When details of the MicroEngine were first released, the system accumulated a very large number of pre-orders (for the time). The first boards shipped were poorly designed (power and ground traces the same size as signal traces, very few capacitors), required a large number of modifications, and even then did not work reliably. A couple of years would pass after introduction before a well-engineered MicroEngine was available. Between a damaged reputation and the introduction of the IBM PC, in the end the MicroEngine was only modestly successful.

A further example of a commercial product based on the MicroEngine was the AVAB Viking lighting control system, which used the Modular MicroEngine boards along with some custom hardware.

==Other languages==
A group led by David A. Fisher developed the third validated Ada compiler using the Modular MicroEngine.
for version 17.1 of the Ada verification system then in use.
This compiler was later transferred to mainframe/minicomputers under the name of GenSoft Ada, and ran in an emulator of the Microengine under the MicroEngine-specific UCSD 3 operating system. Copies of the Prime computer version are known to be held by M R Wigan, who also holds a zero price licence for the full MicroEngine Ada system and UCSD 3 Operating system used for the Modular Microengine, as well as the three Modular MicroEngines used to create the 17.1 Ada, and all the development 8" floppy discs.

Ada was the only other full programming language available.
John Lloyd of the University of Melbourne created an early version of his Prolog for this system and both Basic and Fortran 77 compilers were ported from other UCSD P-system implementations at various times, but not widely distributed.
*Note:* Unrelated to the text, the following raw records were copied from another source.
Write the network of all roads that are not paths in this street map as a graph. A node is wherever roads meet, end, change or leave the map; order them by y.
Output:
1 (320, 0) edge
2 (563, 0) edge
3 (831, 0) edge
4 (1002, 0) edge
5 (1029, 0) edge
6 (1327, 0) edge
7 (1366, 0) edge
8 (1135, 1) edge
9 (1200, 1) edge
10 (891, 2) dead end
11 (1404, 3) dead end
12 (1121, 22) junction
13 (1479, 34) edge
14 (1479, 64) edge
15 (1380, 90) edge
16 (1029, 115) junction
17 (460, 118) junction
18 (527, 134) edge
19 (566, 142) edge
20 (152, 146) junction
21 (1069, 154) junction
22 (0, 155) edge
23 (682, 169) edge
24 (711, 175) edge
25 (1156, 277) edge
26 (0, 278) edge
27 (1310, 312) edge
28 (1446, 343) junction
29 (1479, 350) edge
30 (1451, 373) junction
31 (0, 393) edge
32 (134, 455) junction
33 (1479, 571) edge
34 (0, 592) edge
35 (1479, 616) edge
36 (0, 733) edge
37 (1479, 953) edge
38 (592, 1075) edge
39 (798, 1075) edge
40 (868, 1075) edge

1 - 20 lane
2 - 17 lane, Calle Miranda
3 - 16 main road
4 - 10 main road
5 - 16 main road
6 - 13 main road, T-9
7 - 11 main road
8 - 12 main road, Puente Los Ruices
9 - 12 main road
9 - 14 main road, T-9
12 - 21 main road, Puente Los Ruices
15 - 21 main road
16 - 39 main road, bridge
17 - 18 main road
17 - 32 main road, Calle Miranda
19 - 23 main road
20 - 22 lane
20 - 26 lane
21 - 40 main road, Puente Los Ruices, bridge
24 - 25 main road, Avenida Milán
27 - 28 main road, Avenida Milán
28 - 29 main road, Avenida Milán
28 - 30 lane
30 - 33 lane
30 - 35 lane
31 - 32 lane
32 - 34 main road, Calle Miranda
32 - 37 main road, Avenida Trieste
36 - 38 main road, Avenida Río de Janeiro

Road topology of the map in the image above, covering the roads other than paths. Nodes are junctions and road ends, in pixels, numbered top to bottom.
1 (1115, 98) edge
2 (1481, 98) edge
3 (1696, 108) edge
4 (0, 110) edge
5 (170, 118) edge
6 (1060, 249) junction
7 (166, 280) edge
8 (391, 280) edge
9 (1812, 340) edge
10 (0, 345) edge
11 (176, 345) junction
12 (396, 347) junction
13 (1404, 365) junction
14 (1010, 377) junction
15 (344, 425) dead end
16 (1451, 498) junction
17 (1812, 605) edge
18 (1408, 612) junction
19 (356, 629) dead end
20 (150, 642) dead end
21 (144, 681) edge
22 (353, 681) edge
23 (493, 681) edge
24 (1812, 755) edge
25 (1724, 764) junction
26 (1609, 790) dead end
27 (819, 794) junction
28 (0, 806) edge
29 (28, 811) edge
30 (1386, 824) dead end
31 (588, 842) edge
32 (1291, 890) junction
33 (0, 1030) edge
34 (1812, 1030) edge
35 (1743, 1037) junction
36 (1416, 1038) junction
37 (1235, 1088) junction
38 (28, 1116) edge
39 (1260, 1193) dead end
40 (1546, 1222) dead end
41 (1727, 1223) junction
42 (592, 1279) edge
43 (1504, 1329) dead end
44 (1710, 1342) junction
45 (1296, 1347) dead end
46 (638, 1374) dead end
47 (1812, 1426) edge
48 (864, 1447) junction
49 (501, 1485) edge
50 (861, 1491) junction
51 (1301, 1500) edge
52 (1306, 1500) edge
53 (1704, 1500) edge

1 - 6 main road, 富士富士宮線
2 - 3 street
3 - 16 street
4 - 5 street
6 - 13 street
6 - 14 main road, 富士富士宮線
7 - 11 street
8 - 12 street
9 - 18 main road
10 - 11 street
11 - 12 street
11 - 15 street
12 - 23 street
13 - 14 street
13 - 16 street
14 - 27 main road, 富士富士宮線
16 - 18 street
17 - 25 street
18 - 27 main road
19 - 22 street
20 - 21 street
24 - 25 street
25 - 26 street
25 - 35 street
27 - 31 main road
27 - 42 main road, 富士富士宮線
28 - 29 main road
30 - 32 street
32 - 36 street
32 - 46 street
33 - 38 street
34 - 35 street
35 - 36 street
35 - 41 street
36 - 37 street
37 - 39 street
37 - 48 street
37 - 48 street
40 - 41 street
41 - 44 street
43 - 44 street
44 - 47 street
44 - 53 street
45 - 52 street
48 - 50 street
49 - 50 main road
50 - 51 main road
Due to limited memory (62K 16-bit words, the last 2K words being reserved for memory-mapped I/O and PROM for the hard disk bootstrap code) only very small Ada programs could be compiled. At one point in the compilation the compiler swapped the operating system out to disk, to gain just a little more room.

"A(da" replaced "A(ssmble"
on the main command menu. No native assembler was available or needed. This UCSD-based Ada was later redeveloped for the Sage 4 by TeleSoft in San Diego.